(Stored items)
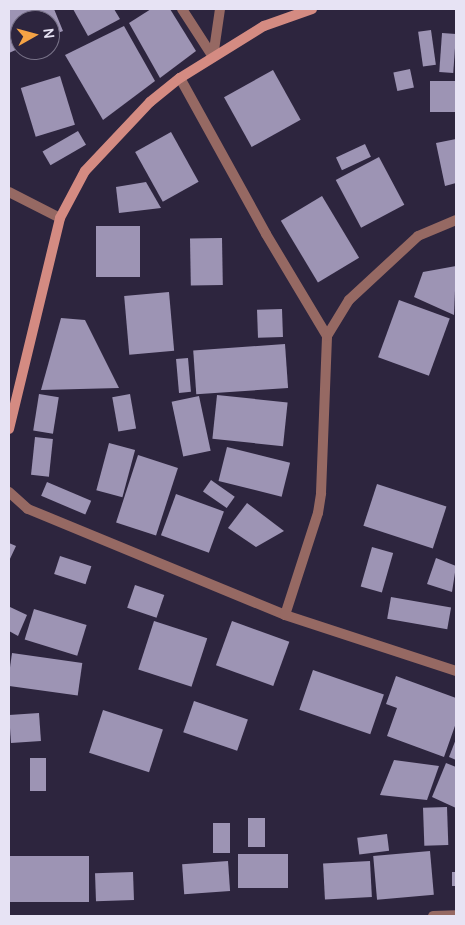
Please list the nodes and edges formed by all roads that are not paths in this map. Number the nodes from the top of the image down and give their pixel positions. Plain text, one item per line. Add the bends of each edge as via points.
1 (182, 9) edge
2 (220, 9) edge
3 (312, 9) edge
4 (213, 58) junction
5 (180, 78) junction
6 (9, 192) edge
7 (60, 218) junction
8 (456, 220) edge
9 (327, 336) junction
10 (9, 429) edge
11 (9, 492) edge
12 (285, 615) junction
13 (456, 671) edge
14 (433, 916) edge
15 (456, 916) edge

1 - 4 street
2 - 4 street
3 - 4 street via 264,26
4 - 5 street
5 - 7 street via 150,102 85,171
5 - 9 street via 266,234
6 - 7 street
7 - 10 street
8 - 9 street via 441,223 418,236 349,300
9 - 12 street via 321,493
11 - 12 street via 28,509
12 - 13 street
14 - 15 street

* [TRY IT] Going through the records above line by line, transcribe each one exactly and skip any pictures.

* [EXERCISE RESULT]
Please list the nodes and edges formed by all roads that are not paths in this map. Number the nodes from the top of the image down and give their pixel positions. Plain text, one item per line. Add the bends of each edge as via points.
1 (182, 9) edge
2 (220, 9) edge
3 (312, 9) edge
4 (213, 58) junction
5 (180, 78) junction
6 (9, 192) edge
7 (60, 218) junction
8 (456, 220) edge
9 (327, 336) junction
10 (9, 429) edge
11 (9, 492) edge
12 (285, 615) junction
13 (456, 671) edge
14 (433, 916) edge
15 (456, 916) edge

1 - 4 street
2 - 4 street
3 - 4 street via 264,26
4 - 5 street
5 - 7 street via 150,102 85,171
5 - 9 street via 266,234
6 - 7 street
7 - 10 street
8 - 9 street via 441,223 418,236 349,300
9 - 12 street via 321,493
11 - 12 street via 28,509
12 - 13 street
14 - 15 street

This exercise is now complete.